Brundle Urges FIA Safety Car Overhaul After Silverstone Letdown
Martin Brundle has called on the FIA to overhaul its safety car regulations after the British Grand Prix ended behind the safety car, denying Silverstone a grandstand finish. The former driver and Sky Sports analyst argues the current unlapping procedure is guaranteed to prolong caution periods on long circuits, and he laid out three concrete alternatives to protect the spectacle.
Why it matters:
Charles Leclerc was desperately defending from a charging Kimi Antonelli when Max Verstappen beached his car in the gravel at Stowe on lap 48, triggering a safety car that stayed out until the chequered flag. The race director allowed lapped cars to pass the leaders on lap 51, but because the safety car must complete one additional tour after that process, the field ran out of time to resume racing.
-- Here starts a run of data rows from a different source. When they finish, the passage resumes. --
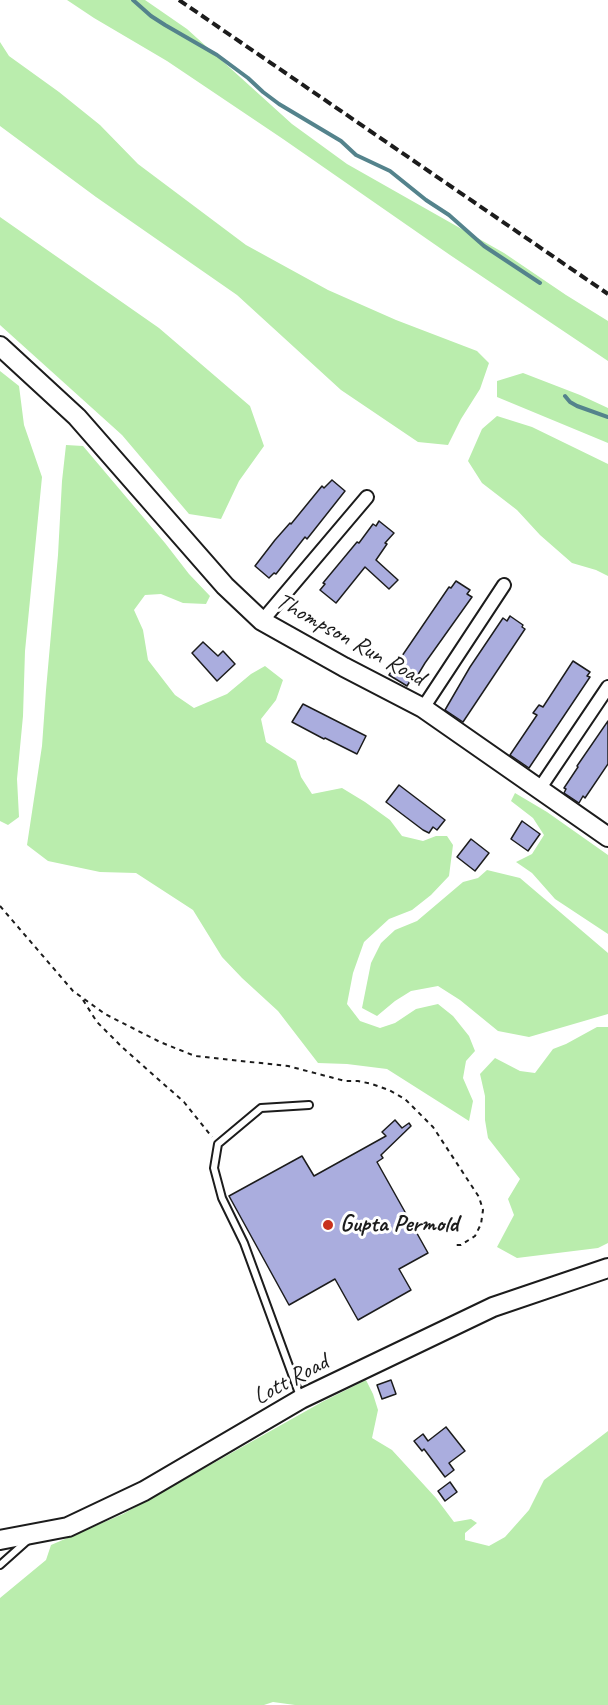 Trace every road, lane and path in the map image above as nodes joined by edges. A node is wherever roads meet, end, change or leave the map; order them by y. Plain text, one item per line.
1 (0, 346) edge
2 (367, 497) dead end
3 (504, 585) dead end
4 (262, 621) junction
5 (608, 687) edge
6 (423, 708) junction
7 (540, 788) junction
8 (608, 837) edge
9 (0, 906) edge
10 (81, 997) junction
11 (309, 1106) dead end
12 (218, 1144) junction
13 (454, 1245) dead end
14 (608, 1268) edge
15 (301, 1399) junction
16 (35, 1533) junction
17 (0, 1540) edge
18 (0, 1565) edge

1 - 4 street, Thompson Run Road
2 - 4 street
3 - 6 street
4 - 6 street, Thompson Run Road
5 - 7 street
6 - 7 street, Thompson Run Road
7 - 8 street, Thompson Run Road
9 - 10 path
10 - 12 path
10 - 13 path
11 - 12 lane
12 - 15 lane
14 - 15 street, Lott Road
15 - 16 street, Lott Road
16 - 17 street, Lott Road
16 - 18 lane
Brundle insists the regulations currently punish the leaders and the paying spectators by prioritizing backmarker recovery over a proper finish, a flaw that becomes especially costly on expansive layouts like Silverstone and Spa.
The details:
- Brundle noted that the wave-by system was originally introduced to prevent backmarkers from interfering with the lead battle and to give slower cars a chance to rejoin the lead lap. On lengthy modern circuits, however, the same rules burn multiple laps that could have been spent racing.
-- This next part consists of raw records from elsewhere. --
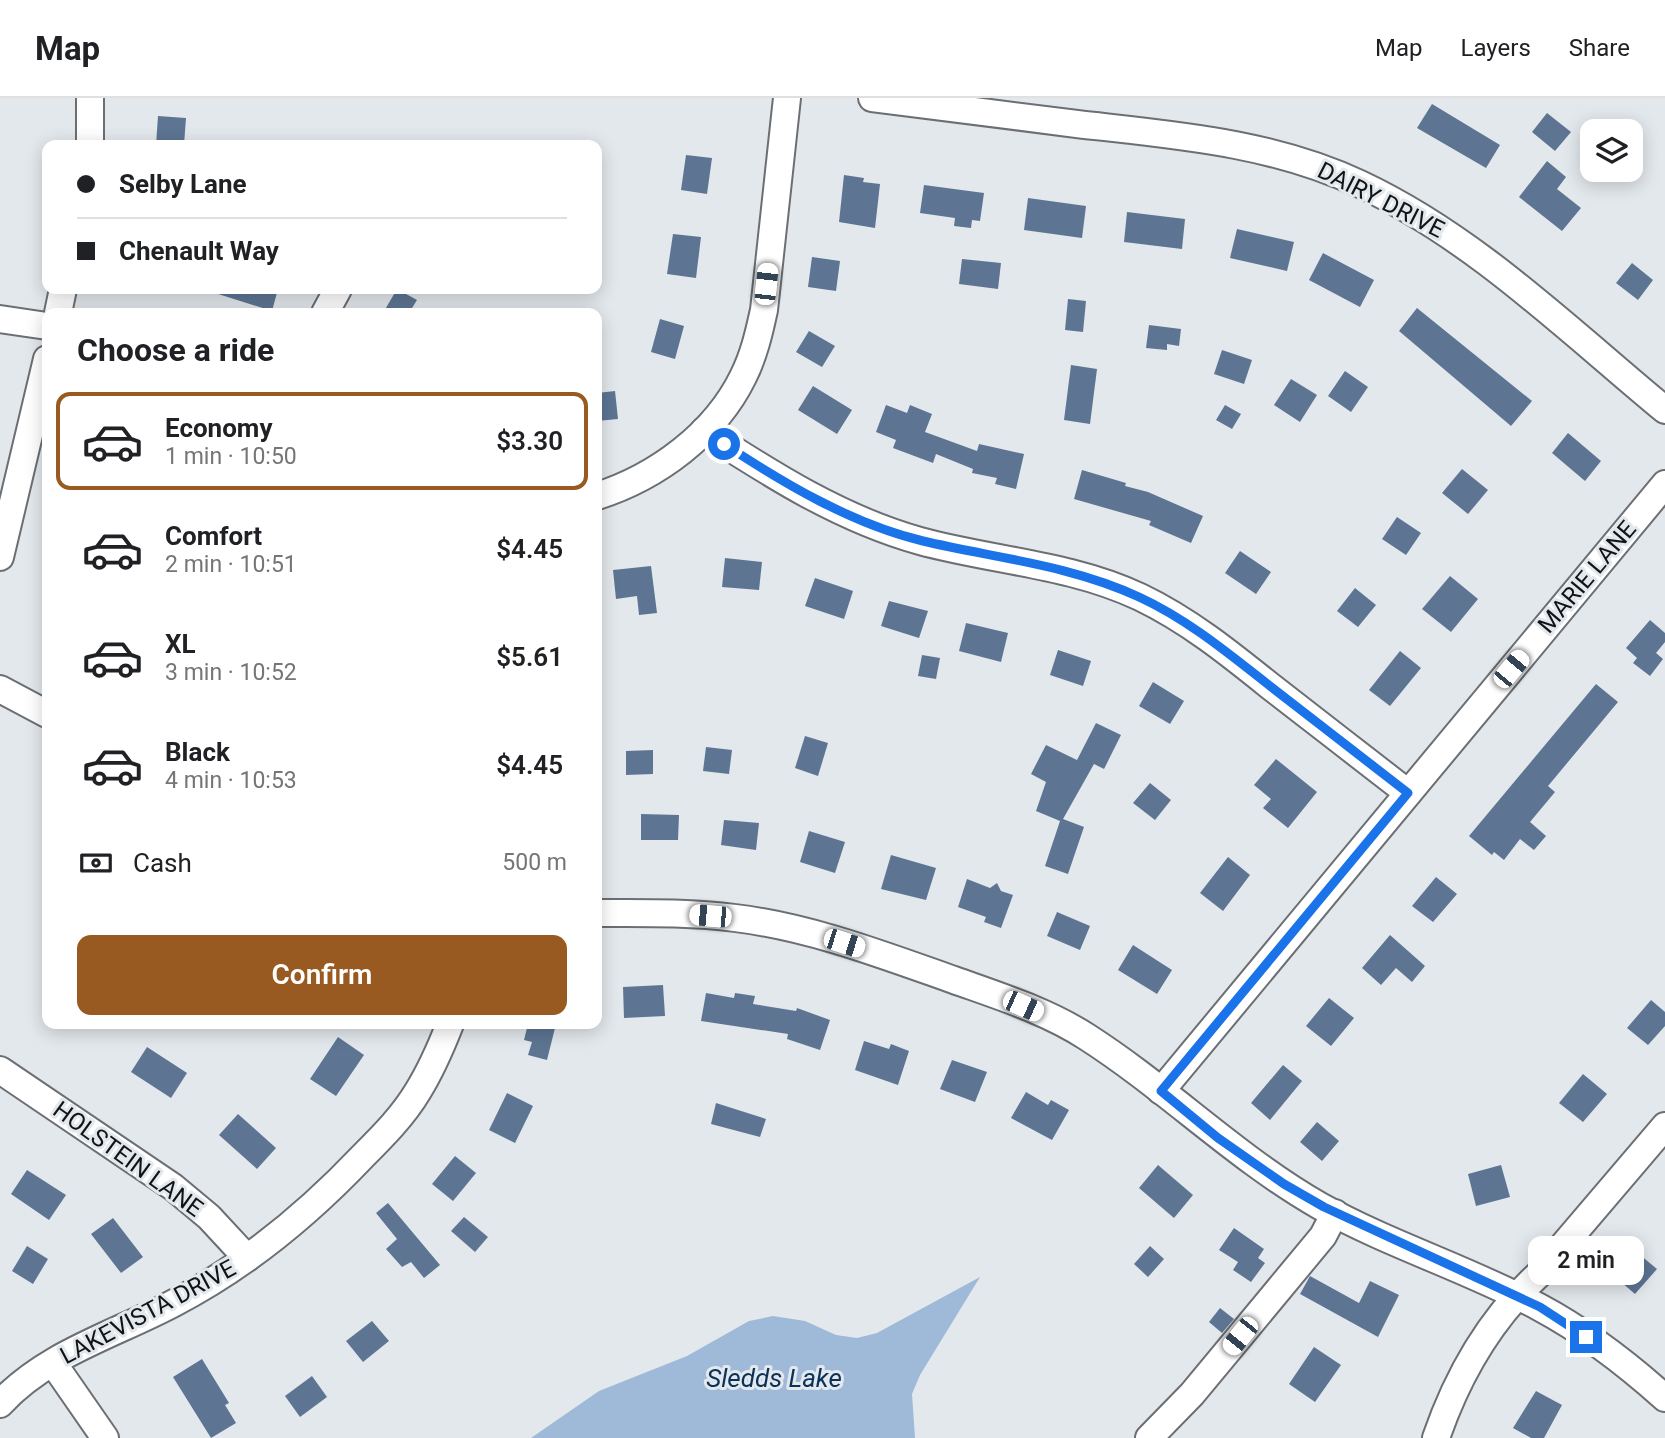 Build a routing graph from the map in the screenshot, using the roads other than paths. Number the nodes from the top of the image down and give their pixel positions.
1 (90, 98) edge
2 (787, 98) edge
3 (872, 98) edge
4 (90, 140) edge
5 (0, 319) edge
6 (42, 325) edge
7 (42, 380) edge
8 (1665, 410) edge
9 (704, 431) junction
10 (1665, 484) edge
11 (602, 494) edge
12 (0, 556) edge
13 (0, 688) edge
14 (42, 711) edge
15 (1408, 793) junction
16 (602, 913) edge
17 (448, 1029) edge
18 (0, 1070) edge
19 (1161, 1091) junction
20 (1665, 1126) edge
21 (1335, 1213) junction
22 (247, 1258) junction
23 (1515, 1296) junction
24 (53, 1363) junction
25 (1665, 1398) edge
26 (0, 1404) edge
27 (104, 1438) edge
28 (1149, 1438) edge
29 (1436, 1438) edge

1 - 4 street
2 - 9 street
3 - 8 street, DAIRY DRIVE
5 - 6 street
7 - 12 street
9 - 11 street
9 - 15 street
10 - 15 street, MARIE LANE
13 - 14 street
15 - 19 street, MARIE LANE
16 - 19 street
17 - 22 street, LAKEVISTA DRIVE
18 - 22 street, HOLSTEIN LANE
19 - 21 street
20 - 23 street
21 - 23 street
21 - 28 street
22 - 24 street, LAKEVISTA DRIVE
23 - 25 street
23 - 29 street
24 - 26 street, LAKEVISTA DRIVE
24 - 27 street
- His first proposal borrows from IndyCar: if a safety car flies inside the final 10 laps, lapped runners would peel into the pitlane and rejoin at the rear of the field, bypassing the slow process of circulating around the track to regain position.
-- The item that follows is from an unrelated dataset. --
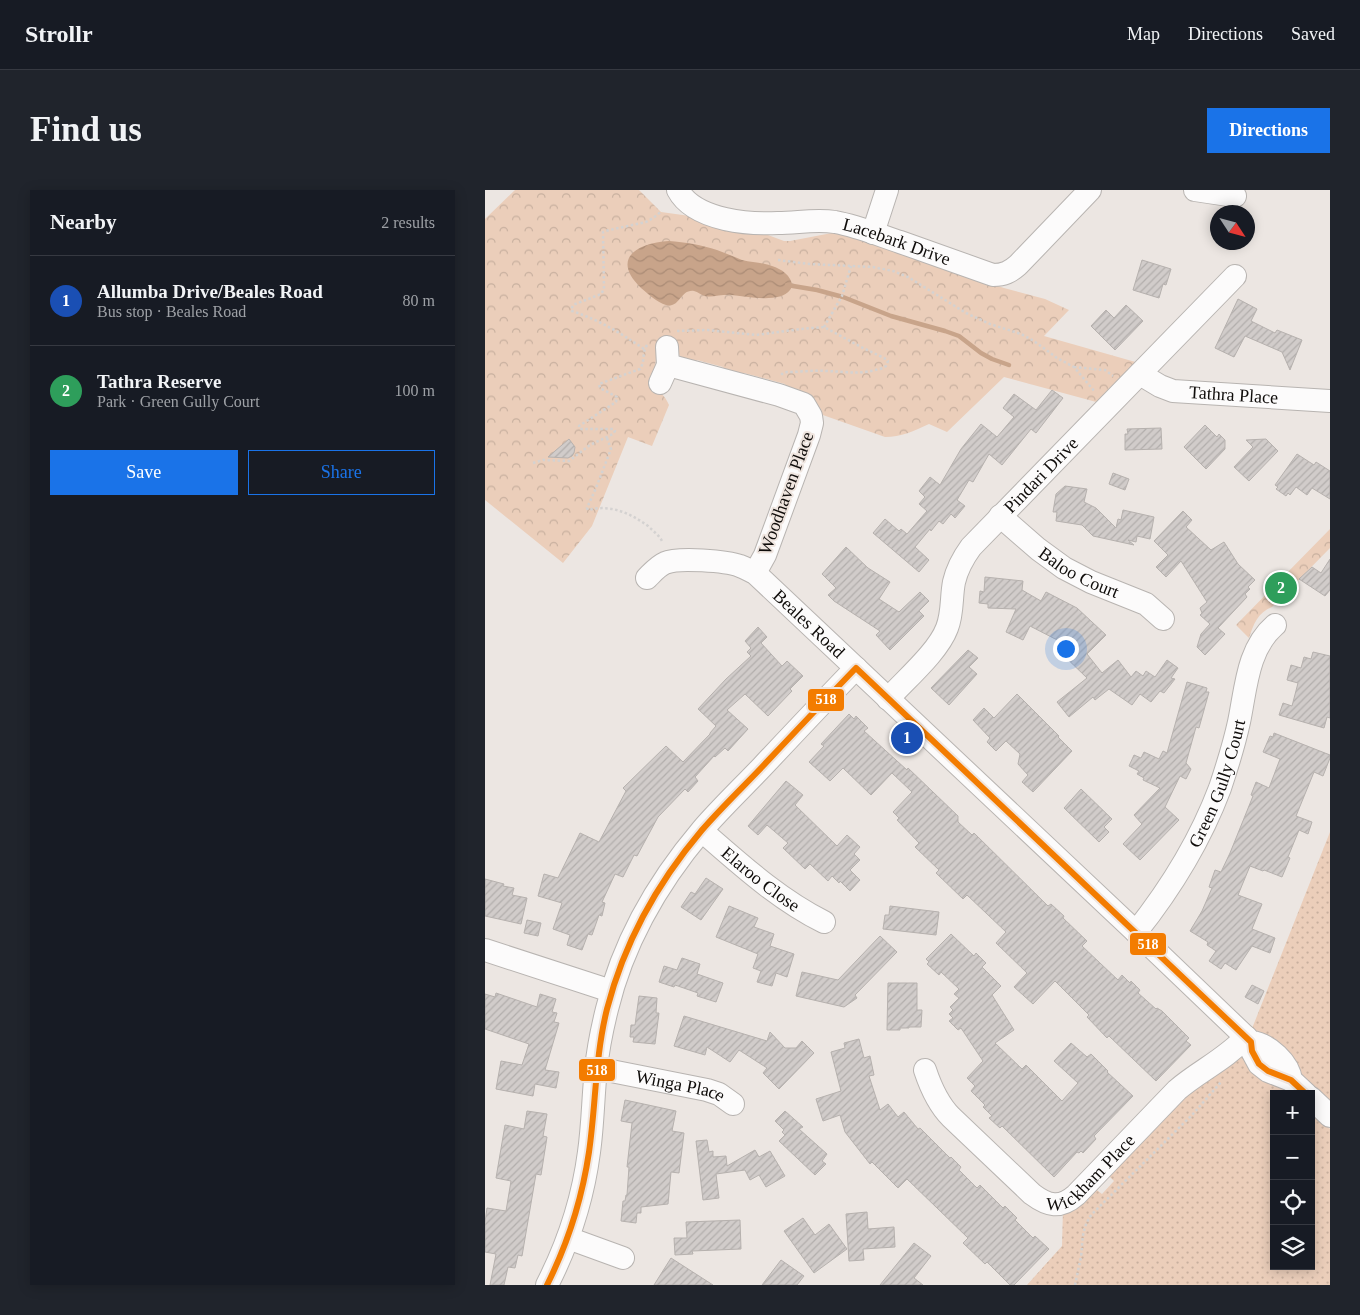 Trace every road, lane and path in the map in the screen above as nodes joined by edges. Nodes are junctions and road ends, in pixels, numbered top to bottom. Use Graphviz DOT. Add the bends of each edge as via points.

- A second, simpler option would see lapped cars automatically drop behind the lead pack via timing adjustments, eliminating the physical pass entirely and immediately clearing the way for a restart.
- The third suggestion is to throw a red flag and stage a standing restart in race order. It takes longer to orchestrate, but it guarantees a green-flag finish rather than a procession behind the safety car.
What's next:
The debate over safety car endings is hardly new, yet another high-profile letdown at a historic venue adds fresh urgency. The FIA typically moves cautiously on sporting regulation changes, meaning any overhaul would likely face a lengthy consultation process with teams. For now, Brundle’s ideas offer a clear blueprint, but whether they reach the rulebook before the season ends—or slip to 2027—remains an open question.